» **Source records**:
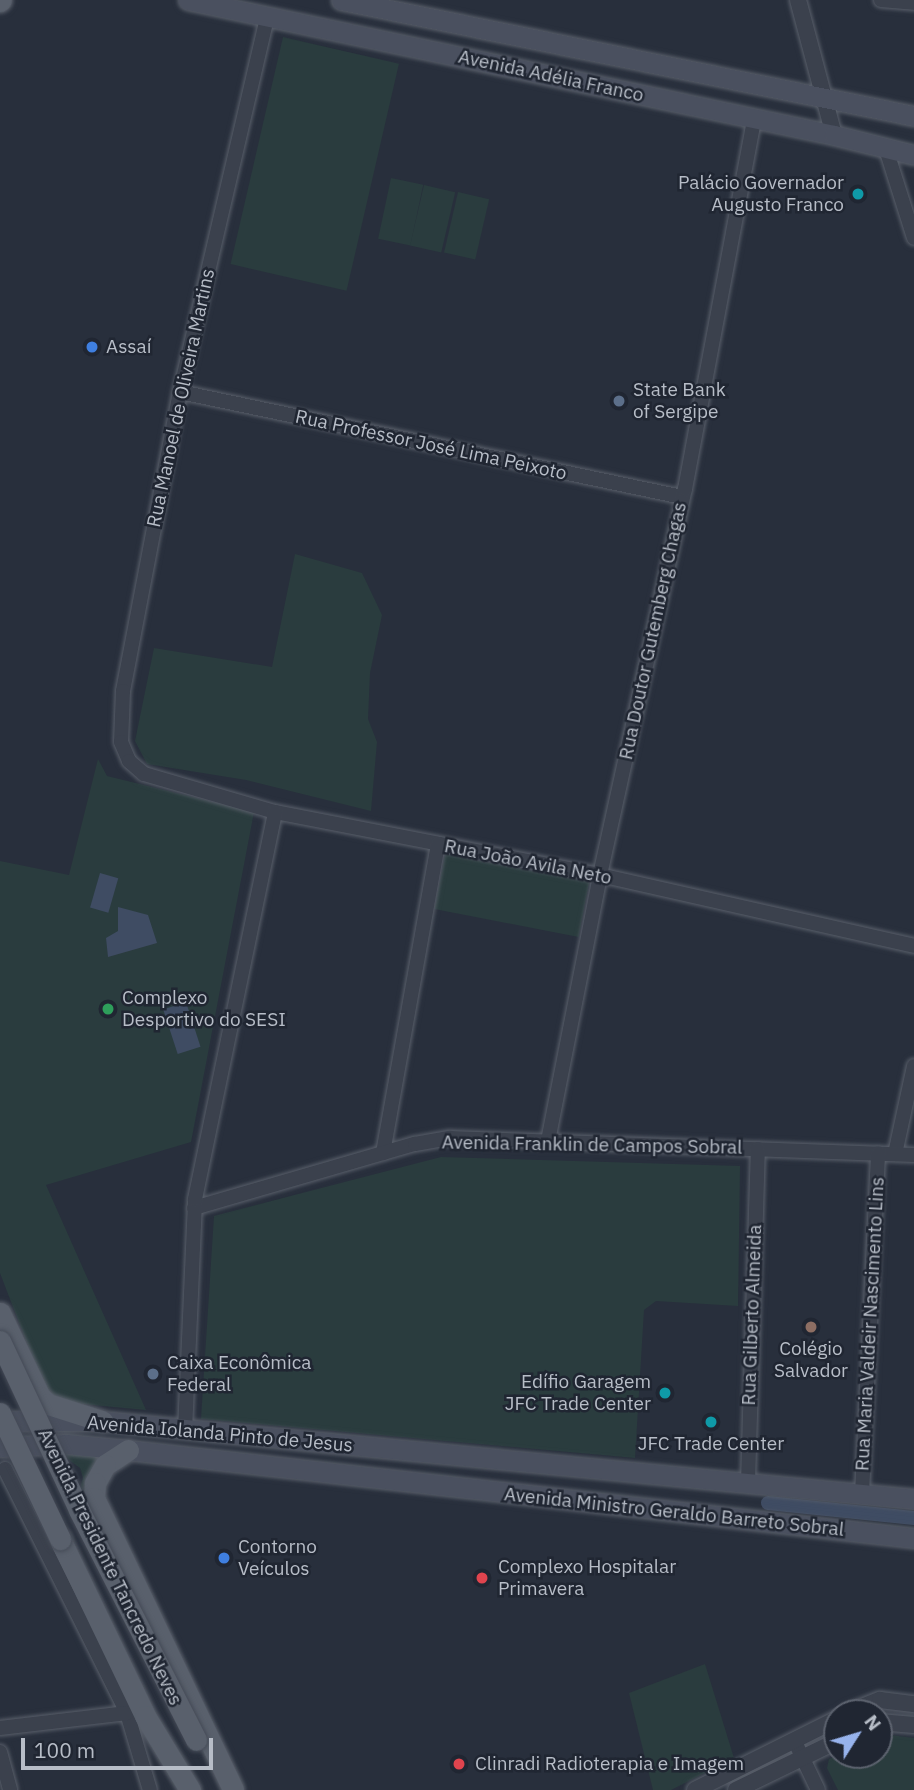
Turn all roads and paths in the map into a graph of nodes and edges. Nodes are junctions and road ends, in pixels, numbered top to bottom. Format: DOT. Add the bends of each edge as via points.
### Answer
graph roads {
  1 [pos="188,0"];
  2 [pos="341,0"];
  3 [pos="798,0"];
  4 [pos="881,0"];
  5 [pos="914,3"];
  6 [pos="267,18"];
  7 [pos="825,96"];
  8 [pos="914,116"];
  9 [pos="754,120"];
  10 [pos="834,135"];
  11 [pos="886,149"];
  12 [pos="914,155"];
  13 [pos="897,181"];
  14 [pos="914,184"];
  15 [pos="914,238"];
  16 [pos="180,392"];
  17 [pos="682,498"];
  18 [pos="144,774"];
  19 [pos="275,811"];
  20 [pos="438,844"];
  21 [pos="600,875"];
  22 [pos="914,946"];
  23 [pos="914,1066"];
  24 [pos="548,1141"];
  25 [pos="758,1149"];
  26 [pos="383,1153"];
  27 [pos="878,1153"];
  28 [pos="895,1154"];
  29 [pos="914,1154"];
  30 [pos="194,1208"];
  31 [pos="0,1313"];
  32 [pos="0,1341"];
  33 [pos="0,1413"];
  34 [pos="0,1421"];
  35 [pos="102,1421"];
  36 [pos="185,1431"];
  37 [pos="261,1439"];
  38 [pos="0,1447"];
  39 [pos="128,1450"];
  40 [pos="439,1455"];
  41 [pos="260,1465"];
  42 [pos="5,1469"];
  43 [pos="748,1482"];
  44 [pos="434,1486"];
  45 [pos="862,1494"];
  46 [pos="914,1499"];
  47 [pos="914,1538"];
  48 [pos="893,1702"];
  49 [pos="914,1704"];
  50 [pos="127,1713"];
  51 [pos="893,1723"];
  52 [pos="914,1725"];
  53 [pos="823,1727"];
  54 [pos="0,1728"];
  55 [pos="795,1742"];
  56 [pos="162,1747"];
  57 [pos="823,1748"];
  58 [pos="0,1752"];
  59 [pos="802,1758"];
  60 [pos="10,1790"];
  61 [pos="150,1790"];
  62 [pos="179,1790"];
  63 [pos="190,1790"];
  64 [pos="226,1790"];
  65 [pos="233,1790"];
  66 [pos="695,1790"];
  67 [pos="736,1790"];
  68 [pos="818,1790"];
  1 -- 6 [label="main road, Avenida Adélia Franco"];
  2 -- 7 [label="main road, Avenida Adélia Franco"];
  3 -- 7 [label="street"];
  4 -- 5 [label="street"];
  6 -- 9 [label="main road, Avenida Adélia Franco"];
  6 -- 16 [label="street, Rua Manoel de Oliveira Martins"];
  7 -- 8 [label="main road, Avenida Adélia Franco"];
  7 -- 10 [label="street"];
  9 -- 10 [label="main road, Avenida Adélia Franco"];
  9 -- 17 [label="street, Rua Doutor Gutemberg Chagas"];
  10 -- 11 [label="main road, Avenida Adélia Franco"];
  11 -- 12 [label="main road, Avenida Adélia Franco"];
  11 -- 13 [label="street"];
  13 -- 14 [label="street"];
  13 -- 15 [label="street"];
  16 -- 17 [label="street, Rua Professor José Lima Peixoto"];
  16 -- 18 [label="street, Rua Manoel de Oliveira Martins" via="123,691 121,742 129,761"];
  17 -- 21 [label="street, Rua Doutor Gutemberg Chagas"];
  18 -- 19 [label="street, Rua João Avila Neto"];
  19 -- 20 [label="street, Rua João Avila Neto"];
  19 -- 30 [label="street"];
  20 -- 21 [label="street, Rua João Avila Neto"];
  20 -- 26 [label="street"];
  21 -- 22 [label="street, Rua João Avila Neto"];
  21 -- 24 [label="street, Rua Doutor Gutemberg Chagas"];
  23 -- 28 [label="street"];
  24 -- 25 [label="street, Avenida Franklin de Campos Sobral"];
  24 -- 26 [label="street, Avenida Franklin de Campos Sobral" via="450,1138"];
  25 -- 27 [label="street, Avenida Franklin de Campos Sobral"];
  25 -- 43 [label="street, Rua Gilberto Almeida"];
  26 -- 30 [label="street, Avenida Franklin de Campos Sobral"];
  27 -- 28 [label="street, Avenida Franklin de Campos Sobral"];
  27 -- 45 [label="street, Rua Maria Valdeir Nascimento Lins"];
  28 -- 29 [label="street, Avenida Franklin de Campos Sobral"];
  30 -- 36 [label="street"];
  31 -- 35 [label="main road" via="40,1397 48,1404"];
  32 -- 64 [label="main road, Avenida Presidente Tancredo Neves, bridge" via="79,1510 196,1741"];
  33 -- 56 [label="main road, Avenida Presidente Tancredo Neves, bridge"];
  34 -- 35 [label="main road, Avenida Iolanda Pinto de Jesus"];
  35 -- 36 [label="main road, Avenida Iolanda Pinto de Jesus"];
  36 -- 37 [label="main road, Avenida Iolanda Pinto de Jesus"];
  37 -- 40 [label="main road, Avenida Iolanda Pinto de Jesus"];
  37 -- 41 [label="main road" via="268,1451"];
  38 -- 39 [label="main road, Avenida Iolanda Pinto de Jesus" via="66,1444"];
  39 -- 41 [label="main road, Avenida Iolanda Pinto de Jesus"];
  39 -- 65 [label="main road" via="105,1465 95,1483 94,1498"];
  40 -- 43 [label="main road, Avenida Ministro Geraldo Barreto Sobral"];
  40 -- 44 [label="main road" via="431,1468"];
  41 -- 44 [label="main road, Avenida Iolanda Pinto de Jesus"];
  42 -- 50 [label="street"];
  43 -- 45 [label="main road, Avenida Ministro Geraldo Barreto Sobral"];
  44 -- 47 [label="main road, Avenida Ministro Geraldo Barreto Sobral"];
  45 -- 46 [label="main road, Avenida Ministro Geraldo Barreto Sobral"];
  48 -- 49 [label="street"];
  50 -- 54 [label="street"];
  50 -- 61 [label="street"];
  51 -- 52 [label="street"];
  53 -- 55 [label="street"];
  55 -- 59 [label="street"];
  55 -- 66 [label="street"];
  56 -- 62 [label="main road"];
  56 -- 63 [label="main road, Avenida Presidente Tancredo Neves"];
  57 -- 59 [label="street"];
  58 -- 60 [label="street"];
  59 -- 67 [label="street"];
  59 -- 68 [label="street"];
}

» **Directions for this task**: Within the material, count each line that includes the word "Manoel", and give the total by itself.

» **Output of the task**: 2